また、塩基性官能基として、アミノ基、イミノ基(=NH)、アンモニウム塩基、塩基性窒素原子を有する複素環基が例示されるが、アミノ基、アンモニウム塩基(例えば、第3級アンモニウム塩基、第4級アンモニウム塩基)であることが好ましい。アミノ基は、第1級アミノ基(-NH2)、第2級アミノ基(-NHR)、第3級アミノ基(-NRR')のいずれでもよい。前記RとR'はアルキル基、フェニル基、アラルキル基などであり、炭素原子数は好ましくは1〜8である。
前記酸性官能基と塩基性官能基を有する高分子は、分子中の酸性官能基の一部を塩基性化合物により中和ないし塩化していてもよい。中和ないし塩化に用いる塩基性化合物として、たとえば、アルカリ金属やアルカリ土類金属の水酸化物、アンモニア、アルキルアミン類、アマイドアミン類、アルカノールアミン類、モルホリン等の含窒素有機化合物が挙げられる。上記アルカリ金属やアルカリ土類金属の水酸化物として、水酸化ナトリウム、水酸化カリウム、水酸化マグネシウム等が挙げられ、アルキルアミン類の具体例としては、メチルアミン、ジメチルアミン、トリメチルアミン、エチルアミン、ジエチルアミン、エチレンジアミンが挙げられる。アルキル基とアルキレン基の炭素原子数は1〜8が好ましい。
また、分子中の塩基性官能基の一部を酸性化合物により中和ないし塩化していてもよい。中和ないし塩化に用いる酸性化合物として、たとえば、リン酸,部分アルキルエステル化リン酸(酸性リン酸エステル),カルボン酸(例えば、低級脂肪族モノカルボン酸,低級脂肪族ジカルボン酸)が挙げられる。これらカルボン酸の炭素原子数は1〜8が好ましい。酸性官能基の一部は、塩基性官能基との塩を形成していてもよい。

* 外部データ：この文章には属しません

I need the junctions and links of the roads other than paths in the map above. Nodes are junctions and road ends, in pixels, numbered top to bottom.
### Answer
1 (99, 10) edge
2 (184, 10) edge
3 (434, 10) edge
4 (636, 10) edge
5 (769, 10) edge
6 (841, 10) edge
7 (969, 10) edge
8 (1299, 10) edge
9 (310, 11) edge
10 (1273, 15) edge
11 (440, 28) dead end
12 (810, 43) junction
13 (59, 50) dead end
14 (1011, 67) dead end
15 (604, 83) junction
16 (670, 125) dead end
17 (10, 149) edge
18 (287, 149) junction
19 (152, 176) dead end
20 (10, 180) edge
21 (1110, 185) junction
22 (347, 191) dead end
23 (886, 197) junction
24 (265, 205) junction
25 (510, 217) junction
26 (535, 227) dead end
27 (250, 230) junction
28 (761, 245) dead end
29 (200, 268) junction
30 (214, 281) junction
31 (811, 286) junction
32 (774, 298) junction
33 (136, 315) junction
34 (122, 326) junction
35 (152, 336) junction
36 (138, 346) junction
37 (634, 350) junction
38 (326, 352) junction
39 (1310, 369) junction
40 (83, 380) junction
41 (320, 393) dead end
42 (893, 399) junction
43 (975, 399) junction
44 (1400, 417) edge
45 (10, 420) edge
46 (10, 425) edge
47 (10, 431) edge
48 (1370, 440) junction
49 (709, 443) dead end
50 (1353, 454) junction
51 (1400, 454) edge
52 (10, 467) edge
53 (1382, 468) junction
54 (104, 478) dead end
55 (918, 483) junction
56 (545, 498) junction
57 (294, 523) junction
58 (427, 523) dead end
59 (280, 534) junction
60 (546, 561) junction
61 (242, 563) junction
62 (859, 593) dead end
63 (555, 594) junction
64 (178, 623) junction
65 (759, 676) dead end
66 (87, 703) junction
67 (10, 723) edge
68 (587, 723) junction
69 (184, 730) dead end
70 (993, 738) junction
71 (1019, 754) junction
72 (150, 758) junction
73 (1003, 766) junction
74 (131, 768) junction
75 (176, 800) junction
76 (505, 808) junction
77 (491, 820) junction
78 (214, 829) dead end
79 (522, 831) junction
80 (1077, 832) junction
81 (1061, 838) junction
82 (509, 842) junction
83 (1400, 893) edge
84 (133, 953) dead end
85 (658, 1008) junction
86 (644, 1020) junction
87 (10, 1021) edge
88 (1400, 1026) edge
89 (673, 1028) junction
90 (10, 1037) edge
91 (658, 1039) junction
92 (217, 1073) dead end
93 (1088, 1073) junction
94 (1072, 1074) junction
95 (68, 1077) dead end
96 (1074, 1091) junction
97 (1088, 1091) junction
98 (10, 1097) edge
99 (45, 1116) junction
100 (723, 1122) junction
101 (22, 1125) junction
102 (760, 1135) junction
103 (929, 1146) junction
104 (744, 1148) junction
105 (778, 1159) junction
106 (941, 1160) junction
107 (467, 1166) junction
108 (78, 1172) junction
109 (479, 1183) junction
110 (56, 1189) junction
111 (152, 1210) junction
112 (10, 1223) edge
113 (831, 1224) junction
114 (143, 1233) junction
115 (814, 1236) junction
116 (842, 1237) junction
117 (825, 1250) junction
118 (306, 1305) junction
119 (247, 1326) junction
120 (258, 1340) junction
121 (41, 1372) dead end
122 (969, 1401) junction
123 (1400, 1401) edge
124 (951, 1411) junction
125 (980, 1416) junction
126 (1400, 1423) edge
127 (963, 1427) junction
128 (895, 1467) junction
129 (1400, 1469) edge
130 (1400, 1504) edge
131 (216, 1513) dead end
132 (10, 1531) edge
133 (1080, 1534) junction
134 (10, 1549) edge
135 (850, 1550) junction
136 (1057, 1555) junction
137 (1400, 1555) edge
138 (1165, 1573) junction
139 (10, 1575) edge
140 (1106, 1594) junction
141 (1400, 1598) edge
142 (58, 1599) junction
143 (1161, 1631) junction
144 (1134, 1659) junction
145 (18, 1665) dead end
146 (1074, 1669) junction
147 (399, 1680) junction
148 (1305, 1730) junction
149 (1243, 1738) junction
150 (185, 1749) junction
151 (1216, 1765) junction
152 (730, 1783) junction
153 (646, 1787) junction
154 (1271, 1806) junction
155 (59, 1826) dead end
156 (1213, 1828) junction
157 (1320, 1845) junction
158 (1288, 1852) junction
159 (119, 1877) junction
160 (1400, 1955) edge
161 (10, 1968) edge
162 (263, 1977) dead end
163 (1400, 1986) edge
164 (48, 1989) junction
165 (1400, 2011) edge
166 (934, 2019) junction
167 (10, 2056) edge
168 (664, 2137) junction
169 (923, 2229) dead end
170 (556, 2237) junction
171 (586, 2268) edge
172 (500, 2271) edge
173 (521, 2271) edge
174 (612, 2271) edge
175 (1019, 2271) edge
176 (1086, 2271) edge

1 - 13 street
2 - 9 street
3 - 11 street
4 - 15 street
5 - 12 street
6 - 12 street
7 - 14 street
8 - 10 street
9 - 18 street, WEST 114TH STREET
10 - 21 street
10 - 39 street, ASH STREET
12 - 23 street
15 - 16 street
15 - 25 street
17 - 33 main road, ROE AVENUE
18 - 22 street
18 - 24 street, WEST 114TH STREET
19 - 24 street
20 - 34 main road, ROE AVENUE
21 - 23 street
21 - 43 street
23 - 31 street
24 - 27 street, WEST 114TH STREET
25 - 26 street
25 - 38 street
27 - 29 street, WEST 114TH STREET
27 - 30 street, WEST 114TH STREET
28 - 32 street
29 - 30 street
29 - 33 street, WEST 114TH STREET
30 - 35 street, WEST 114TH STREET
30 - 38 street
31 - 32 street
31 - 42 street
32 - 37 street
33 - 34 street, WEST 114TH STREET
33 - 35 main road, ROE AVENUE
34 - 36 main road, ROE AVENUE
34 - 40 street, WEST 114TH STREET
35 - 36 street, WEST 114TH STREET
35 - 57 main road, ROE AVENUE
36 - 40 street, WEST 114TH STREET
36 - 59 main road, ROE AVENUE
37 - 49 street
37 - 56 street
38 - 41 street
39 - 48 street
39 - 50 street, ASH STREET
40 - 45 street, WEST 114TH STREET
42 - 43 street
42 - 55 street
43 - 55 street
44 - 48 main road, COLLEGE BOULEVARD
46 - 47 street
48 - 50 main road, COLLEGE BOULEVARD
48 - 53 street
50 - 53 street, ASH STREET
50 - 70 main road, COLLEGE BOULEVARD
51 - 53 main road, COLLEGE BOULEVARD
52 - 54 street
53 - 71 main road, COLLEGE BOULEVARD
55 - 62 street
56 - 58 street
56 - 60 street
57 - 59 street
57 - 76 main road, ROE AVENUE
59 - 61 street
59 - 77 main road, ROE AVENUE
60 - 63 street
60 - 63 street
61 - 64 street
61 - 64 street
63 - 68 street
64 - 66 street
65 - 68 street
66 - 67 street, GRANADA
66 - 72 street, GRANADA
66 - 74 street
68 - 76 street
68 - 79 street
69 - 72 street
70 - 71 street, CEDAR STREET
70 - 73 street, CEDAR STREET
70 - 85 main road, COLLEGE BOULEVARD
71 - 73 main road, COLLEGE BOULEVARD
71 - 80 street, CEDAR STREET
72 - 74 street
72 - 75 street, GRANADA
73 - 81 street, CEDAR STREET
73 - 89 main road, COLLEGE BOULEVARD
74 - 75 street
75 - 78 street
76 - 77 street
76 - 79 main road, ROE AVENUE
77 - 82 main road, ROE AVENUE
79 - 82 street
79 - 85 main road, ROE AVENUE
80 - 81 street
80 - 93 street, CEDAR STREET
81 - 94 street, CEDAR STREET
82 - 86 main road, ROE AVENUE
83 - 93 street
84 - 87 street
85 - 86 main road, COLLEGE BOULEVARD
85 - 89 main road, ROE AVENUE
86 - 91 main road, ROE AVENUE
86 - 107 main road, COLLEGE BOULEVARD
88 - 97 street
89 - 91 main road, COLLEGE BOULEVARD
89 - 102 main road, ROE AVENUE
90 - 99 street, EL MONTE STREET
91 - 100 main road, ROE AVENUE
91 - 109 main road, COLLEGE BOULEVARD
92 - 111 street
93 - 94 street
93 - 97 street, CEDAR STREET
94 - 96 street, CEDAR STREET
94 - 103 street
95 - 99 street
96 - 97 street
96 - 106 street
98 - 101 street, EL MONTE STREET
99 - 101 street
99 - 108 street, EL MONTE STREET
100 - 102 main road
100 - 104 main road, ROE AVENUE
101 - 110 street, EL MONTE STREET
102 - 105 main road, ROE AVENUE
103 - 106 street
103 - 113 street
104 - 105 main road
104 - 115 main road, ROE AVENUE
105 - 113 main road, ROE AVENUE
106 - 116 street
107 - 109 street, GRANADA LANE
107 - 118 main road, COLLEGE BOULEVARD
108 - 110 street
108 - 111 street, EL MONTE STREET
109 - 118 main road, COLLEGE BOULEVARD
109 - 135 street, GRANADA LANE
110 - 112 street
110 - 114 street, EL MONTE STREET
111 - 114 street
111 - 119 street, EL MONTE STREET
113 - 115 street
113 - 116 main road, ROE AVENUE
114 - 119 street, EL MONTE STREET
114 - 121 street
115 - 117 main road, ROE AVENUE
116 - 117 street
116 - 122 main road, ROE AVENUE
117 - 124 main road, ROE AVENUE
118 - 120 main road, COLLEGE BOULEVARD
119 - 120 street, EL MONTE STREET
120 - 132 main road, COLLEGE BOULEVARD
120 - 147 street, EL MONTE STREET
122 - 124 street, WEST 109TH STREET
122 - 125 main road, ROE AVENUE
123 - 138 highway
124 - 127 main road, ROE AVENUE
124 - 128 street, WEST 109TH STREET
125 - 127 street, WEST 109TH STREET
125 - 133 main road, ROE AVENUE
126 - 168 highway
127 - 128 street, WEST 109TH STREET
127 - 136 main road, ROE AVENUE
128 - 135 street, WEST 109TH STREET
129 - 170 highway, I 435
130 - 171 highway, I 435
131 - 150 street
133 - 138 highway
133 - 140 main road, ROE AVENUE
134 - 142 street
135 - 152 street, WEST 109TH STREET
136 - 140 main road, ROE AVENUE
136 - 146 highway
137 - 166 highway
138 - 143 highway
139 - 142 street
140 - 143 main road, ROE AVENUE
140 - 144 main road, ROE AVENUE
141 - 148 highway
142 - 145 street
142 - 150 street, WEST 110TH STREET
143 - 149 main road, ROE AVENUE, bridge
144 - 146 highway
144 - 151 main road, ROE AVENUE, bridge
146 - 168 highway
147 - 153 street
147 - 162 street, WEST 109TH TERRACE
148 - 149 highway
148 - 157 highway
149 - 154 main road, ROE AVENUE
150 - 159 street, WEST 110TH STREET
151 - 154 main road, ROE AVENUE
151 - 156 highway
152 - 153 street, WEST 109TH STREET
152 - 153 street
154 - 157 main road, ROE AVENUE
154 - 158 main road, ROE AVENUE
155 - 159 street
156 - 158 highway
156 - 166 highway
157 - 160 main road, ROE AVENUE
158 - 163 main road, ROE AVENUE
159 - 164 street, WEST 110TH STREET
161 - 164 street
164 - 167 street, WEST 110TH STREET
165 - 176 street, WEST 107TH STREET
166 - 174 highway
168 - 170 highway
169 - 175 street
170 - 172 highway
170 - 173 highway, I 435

酸性官能基および/または塩基性官能基を有する高分子分散剤の酸価は、5〜300mgKOH/gであることが好ましく、10〜200mgKOH/gであることがより好ましい。また、高分子分散剤のアミン価は、5〜300mgKOH/gであることが好ましく、10〜200mgKOH/gであることがより好ましい。
酸価とは、高分子分散剤固形分1gあたりの酸価を表し、JIS K 0070に準じ、電位差滴定法によって求めることができる。アミン価とは、高分子分散剤固形分1gあたりのアミン価を表し、0.1Nの塩酸水溶液を用い、電位差滴定法によって求めたのち、水酸化カリウムの当量に換算した値をいう。
高分子分散剤において酸性官能基と塩基性官能基の高分子本体への結合位置は、特に限定されず、主鎖であってもよく、側鎖であってもよく、主鎖および側鎖に位置していてもよい。酸性官能基と塩基性官能基は、高分子本体へ直接結合しても良く、連結基を介して結合しても良い。連結基として、エチレン基〜オクチレン基などの低級アルキレン基、フェニレン基、鎖中にエーテル結合を有する低中級アルキレン基、鎖中にカルボン酸エステル結合を有する低中級アルキレン基、鎖中にカルボン酸アミド結合を有する低中級アルキレン基が例示される。低級アルキレン基の炭素原子数は1〜8が好ましく、鎖中にエーテル結合などを有する低中級アルキレン基の合計炭素原子数は2〜12が好ましい。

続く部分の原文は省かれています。